*About this exercise*
In your copy, include every line of the records exactly and no picture at all.

[Stored data]
——

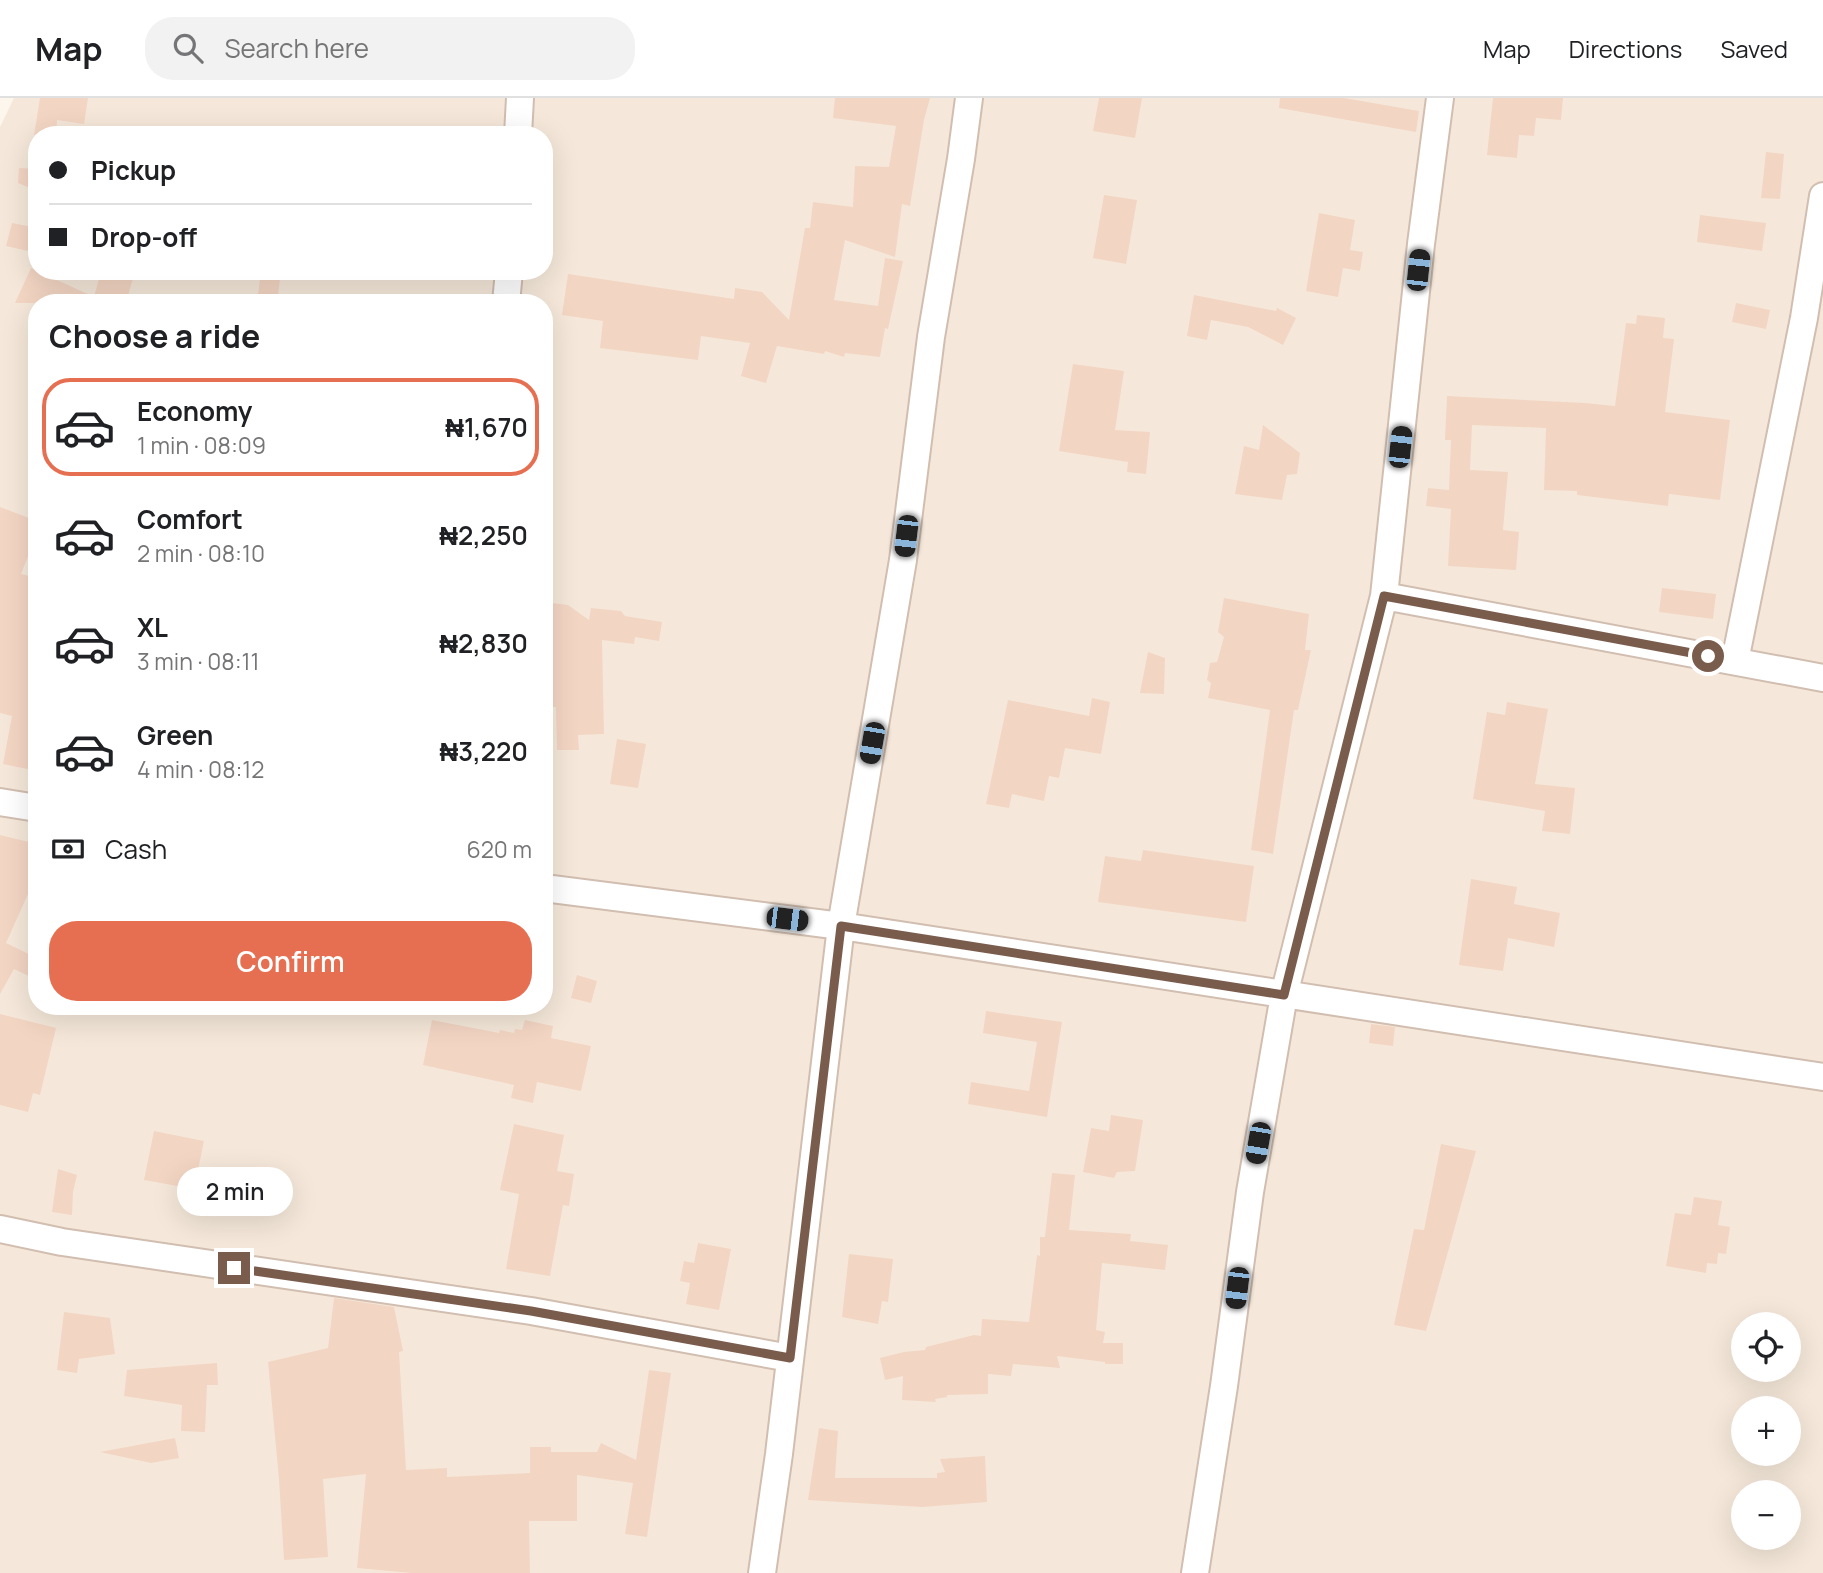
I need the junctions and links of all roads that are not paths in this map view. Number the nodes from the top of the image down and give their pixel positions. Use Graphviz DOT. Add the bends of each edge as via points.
graph roads {
  1 [pos="520,98"];
  2 [pos="969,98"];
  3 [pos="1440,98"];
  4 [pos="518,126"];
  5 [pos="1823,196"];
  6 [pos="1384,596"];
  7 [pos="1735,662"];
  8 [pos="1823,678"];
  9 [pos="0,802"];
  10 [pos="28,807"];
  11 [pos="553,889"];
  12 [pos="841,926"];
  13 [pos="1284,995"];
  14 [pos="1823,1077"];
  15 [pos="0,1228"];
  16 [pos="790,1358"];
  17 [pos="762,1573"];
  18 [pos="1195,1573"];
  1 -- 4 [label="street"];
  2 -- 12 [label="street" via="931,337 903,560"];
  3 -- 6 [label="street"];
  5 -- 7 [label="street" via="1804,318"];
  6 -- 7 [label="street"];
  6 -- 13 [label="street"];
  7 -- 8 [label="street"];
  9 -- 10 [label="street"];
  11 -- 12 [label="street"];
  12 -- 13 [label="street"];
  12 -- 16 [label="street"];
  13 -- 14 [label="street"];
  13 -- 18 [label="street" via="1250,1192"];
  15 -- 16 [label="street" via="62,1242 531,1311"];
  16 -- 17 [label="street"];
}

——

*Exercise response*
I need the junctions and links of all roads that are not paths in this map view. Number the nodes from the top of the image down and give their pixel positions. Use Graphviz DOT. Add the bends of each edge as via points.
graph roads {
  1 [pos="520,98"];
  2 [pos="969,98"];
  3 [pos="1440,98"];
  4 [pos="518,126"];
  5 [pos="1823,196"];
  6 [pos="1384,596"];
  7 [pos="1735,662"];
  8 [pos="1823,678"];
  9 [pos="0,802"];
  10 [pos="28,807"];
  11 [pos="553,889"];
  12 [pos="841,926"];
  13 [pos="1284,995"];
  14 [pos="1823,1077"];
  15 [pos="0,1228"];
  16 [pos="790,1358"];
  17 [pos="762,1573"];
  18 [pos="1195,1573"];
  1 -- 4 [label="street"];
  2 -- 12 [label="street" via="931,337 903,560"];
  3 -- 6 [label="street"];
  5 -- 7 [label="street" via="1804,318"];
  6 -- 7 [label="street"];
  6 -- 13 [label="street"];
  7 -- 8 [label="street"];
  9 -- 10 [label="street"];
  11 -- 12 [label="street"];
  12 -- 13 [label="street"];
  12 -- 16 [label="street"];
  13 -- 14 [label="street"];
  13 -- 18 [label="street" via="1250,1192"];
  15 -- 16 [label="street" via="62,1242 531,1311"];
  16 -- 17 [label="street"];
}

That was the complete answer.